Tyto Athene is searching for a Cyber Threat Intelligence Analyst to support multiple cybersecurity workstreams within the Department of Health and Human Services (HHS). The individual will contribute to research, analysis, and operational support activities as part of HHS’s Cybersecurity Operations (CSO) division. The role is instrumental in assisting with the development, review, and management of cybersecurity initiatives and projects, specifically those aimed at protecting HHS and its partners in the Healthcare and Public Health (HPH) sector. This position requires a foundation in cybersecurity concepts, proficiency in research methodologies, and familiarity with both open and closed intelligence sources. The analyst will work closely with senior cybersecurity professionals to enhance HHS’s capabilities in identifying and mitigating threats, as well as in maintaining strong relationships with key stakeholders and partners

Responsibilities:

• Support a full Cybersecurity Threat Intelligence lifecycle
• Collect open source, classified, and internal intelligence artifacts from investigations for actionable mitigation and technical control recommendations
• Apply intelligence reporting and knowledge of the security network toward the discovery of suspicious activity and to prevent and/or detect future incidents
• Support standardization of threat responses
• Provide ad-hoc executive intelligence briefings
• Deliver concise weekly strategic and tactical intelligence reports
• Assess and outline the implications of reports to the client
• Support process improvement of the current cyber threat program and alignment with the strategic program

Threat Intelligence Collection and Analysis: Conduct exhaustive reviews of open-source cybersecurity reporting, including industry blogs, security forums, and public vulnerability databases. Access and analyze closed-source reporting from trusted partners and paid threat intelligence services, including tools like Intel 471 and Mandiant. Implement automated tools for continuous monitoring of threat landscapes, including the dark web, hacking forums, and other relevant sources. Prioritize intelligence gathering on threats specifically targeting HHS systems.

Threat Actor Profiling: Assist in the development and maintenance of comprehensive threat actor profiles, detailing their motivations, capabilities, historical activities, and preferred tactics. This includes conducting link analysis to identify connections between different threat actors and campaigns.
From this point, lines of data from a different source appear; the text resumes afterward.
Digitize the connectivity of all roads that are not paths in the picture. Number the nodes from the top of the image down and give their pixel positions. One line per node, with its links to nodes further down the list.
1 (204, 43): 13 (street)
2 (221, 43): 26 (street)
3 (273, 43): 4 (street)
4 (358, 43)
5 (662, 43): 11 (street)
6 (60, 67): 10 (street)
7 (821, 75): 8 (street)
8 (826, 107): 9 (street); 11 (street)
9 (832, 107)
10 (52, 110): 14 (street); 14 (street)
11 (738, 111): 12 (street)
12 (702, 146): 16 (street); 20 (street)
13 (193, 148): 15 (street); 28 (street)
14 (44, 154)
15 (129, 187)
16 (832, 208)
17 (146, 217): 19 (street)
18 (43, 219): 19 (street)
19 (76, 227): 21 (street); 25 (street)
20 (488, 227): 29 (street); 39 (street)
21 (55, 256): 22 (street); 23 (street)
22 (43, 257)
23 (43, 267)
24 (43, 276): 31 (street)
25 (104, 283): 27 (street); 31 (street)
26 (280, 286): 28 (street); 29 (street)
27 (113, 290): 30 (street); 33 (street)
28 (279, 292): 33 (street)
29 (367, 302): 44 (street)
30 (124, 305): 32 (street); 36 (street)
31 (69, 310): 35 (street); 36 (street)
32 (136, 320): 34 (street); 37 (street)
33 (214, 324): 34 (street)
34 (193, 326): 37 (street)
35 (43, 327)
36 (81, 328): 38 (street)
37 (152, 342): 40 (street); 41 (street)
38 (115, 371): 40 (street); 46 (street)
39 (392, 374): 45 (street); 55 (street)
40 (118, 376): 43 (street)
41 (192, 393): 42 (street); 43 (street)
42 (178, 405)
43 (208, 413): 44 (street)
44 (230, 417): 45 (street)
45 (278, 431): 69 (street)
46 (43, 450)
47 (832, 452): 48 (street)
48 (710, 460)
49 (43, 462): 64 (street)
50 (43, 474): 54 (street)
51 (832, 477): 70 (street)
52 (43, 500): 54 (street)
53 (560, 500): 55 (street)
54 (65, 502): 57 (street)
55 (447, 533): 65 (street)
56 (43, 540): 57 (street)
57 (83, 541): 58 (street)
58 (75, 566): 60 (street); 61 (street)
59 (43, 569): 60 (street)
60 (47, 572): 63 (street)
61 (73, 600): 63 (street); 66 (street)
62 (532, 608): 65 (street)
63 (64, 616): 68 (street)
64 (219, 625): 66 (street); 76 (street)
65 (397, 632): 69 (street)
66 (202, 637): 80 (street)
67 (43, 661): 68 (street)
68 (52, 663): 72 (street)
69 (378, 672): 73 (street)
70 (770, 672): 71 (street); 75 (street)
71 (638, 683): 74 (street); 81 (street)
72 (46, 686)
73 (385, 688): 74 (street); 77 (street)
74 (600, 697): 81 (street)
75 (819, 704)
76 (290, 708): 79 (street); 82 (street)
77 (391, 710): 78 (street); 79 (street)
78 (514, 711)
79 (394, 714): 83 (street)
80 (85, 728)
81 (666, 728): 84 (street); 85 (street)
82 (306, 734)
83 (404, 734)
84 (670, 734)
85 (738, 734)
Product Development: Develop cybersecurity products such as white papers, analyst notes, and legislative analysis reports to support internal decision-making and inform the broader HPH sector. Support the creation of tailored threat briefings for various audiences, including technical teams and executive leadership, ensuring that stakeholders understand key threats and their impact.

Classified and Specialized Research: Maintain proficiency in specialized Intelligence Community (IC) tools such as Intelink, Lucky, OSE, Pulse, TAC, and Wire. Assist in the integration of classified information with unclassified data to enhance threat intelligence analysis. Conduct classified research and prepare intelligence reports for audiences with varying levels of security clearance (up to TS/SCI).

Information Sharing and Relationship Building: Develop relationships with classified information custodians across HHS to facilitate necessary information sharing. Engage with external cybersecurity organizations to facilitate the exchange of information. Participate in classified briefings and contribute to information sharing initiatives aimed at enhancing collective cybersecurity defenses.

Support Threat Briefings: Develop and deliver threat briefings that cater to both technical and non-technical audiences. This includes assisting in the development of detailed threat landscape reports and intelligence summaries for leadership, using qualitative and quantitative analysis, and integrating findings from tools such as Intel 471 and Mandiant.

Collaboration and Stakeholder Engagement: Assist in building relationships with both internal and external cybersecurity stakeholders, including industry partners. Support efforts to enhance the sharing of threat intelligence and ensure that the HHS Cybersecurity Operations team remains informed on emerging threats and vulnerabilities.

Required:

• Bachelors degree and 4 years of experience
• CompTIA Security+, or Certified Ethical Hacker (CEH), or GIAC Cyber Threat Intelligence (GCTI)
• Strong knowledge related to the current state of cyber adversary tools, techniques, and tactics
• Broad understanding of network architecture and network security methods, including capabilities and limitations.
• Experience with basic malware analysis
• Strong analytical skills and the ability to effectively research, write, communicate, and brief varying levels of audiences to include at the executive level

Desired:

• Experience with operational security, including security operations center (SOC), incident response, malware analysis, or IDS and IPS analyses is a plus
• Knowledge of the TCP/IP networking stack and network IDS technologies, a plus

Location:

• This is a hybrid role with expectations of being on the client site at times in Washington, DC

Clearance: TS/SCI Eligible

Compensation:

• Compensation is unique to each candidate and relative to the skills and experience they bring to the position. This does not guarantee a specific salary as compensation is based upon multiple factors such as education, experience, certifications, and other requirements, and may fall outside of the above-stated range.

Benefits:

• Highlights of our benefits include Health/Dental/Vision, 401(k) match, Paid Time Off, STD/LTD/Life Insurance, Referral Bonuses, professional development reimbursement, and parental leave.